Kellie Lupsha: Um, you guys have to believe our bodies were designed to heal. We were not designed with systems that don't work. We were truly designed to operate to the fullest capacity to live well, to feel alive. Like, and if you can believe that with your whole heart, no. Yes, your systems right now might be gunked up. You going to need a few cups of oral changes. Maybe you need the 60,000 mile tuneup, right? But tell yourselves, okay, potentially the choices I've had in my life have led me to where my where I am, and our genes have have some effect on that. But through our lifestyle and diet and choices in the world, this is where I am. And that is just the fact of today. But moving forward now to be able to say, "my body has what it needs to heal and I'm going to take one step in the right direction towards that healing process every single day."

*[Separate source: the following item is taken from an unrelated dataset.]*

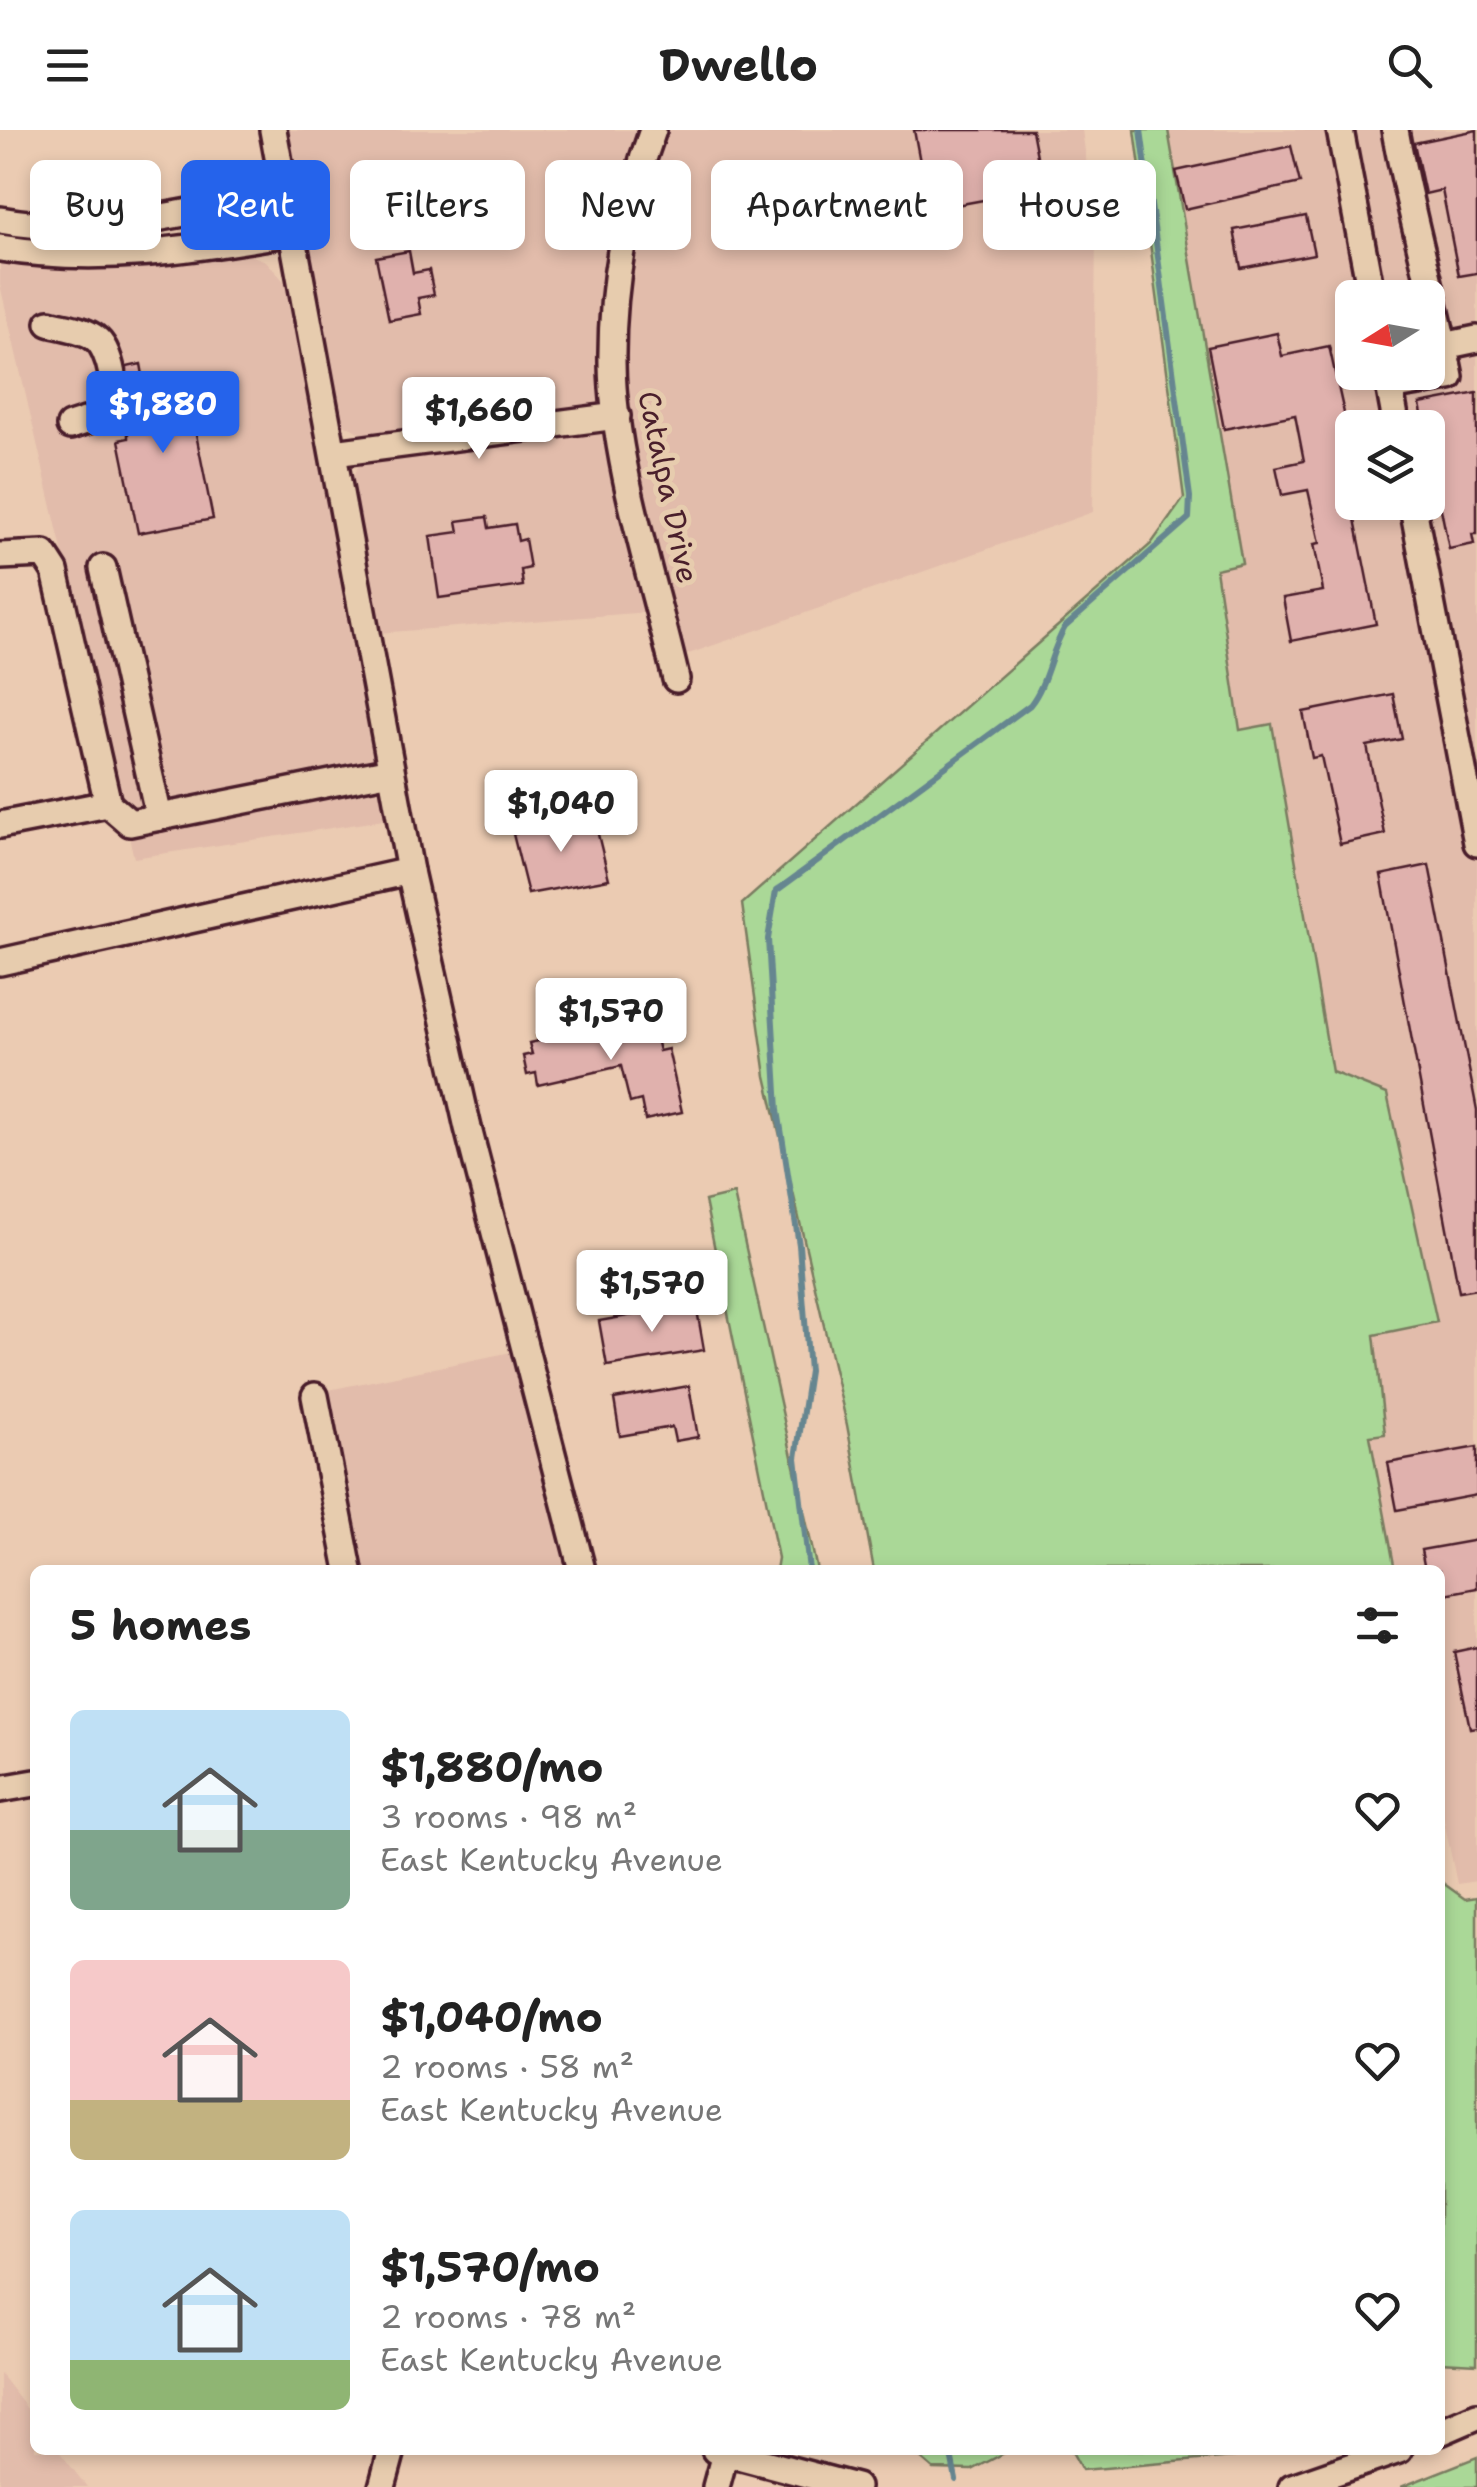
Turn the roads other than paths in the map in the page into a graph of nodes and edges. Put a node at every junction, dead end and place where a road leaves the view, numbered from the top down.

Stacy Griffin: Thank you so much. We really appreciate that. We will make sure that everyone has all the information they need to contact you because this is a much bigger discussion than we were able to cover today, and we want to be able to put our audience in contact with you. So, all of that information will be in the show notes. And um, is there anything you would like to mention that as far as contact information?
Kellie Lupsha: Um, no. I'm pretty easy to find as Kellie Lupsha. It's it's the uniqueness about how you spell Kellie that I'm easy to find whether it's on, you know, Instagram or even my website is kellielupsha.com. And I will also let all of your listeners know that in late February, March, my doctor friend, Dr., Dr. Heidi Aratzabal. She's a naturopath and a functional medicine doctor. We're doing a two-eek energy upgrade and we'd love to have your audience just participate and start learning some strategies of how to upgrade their energy and live a little, you know, feeling better. So, I want to make sure they have all that information as well.

Stacy Griffin: All right, fantastic. We'll make sure that's all in the show notes.
Kellie Lupsha: Such a pleasure to be here with you and all of your audience.
Becky Miller: Thanks for joining us.
Um, and listeners, remember, you're worthy of joy. Disease does not define your life. You do.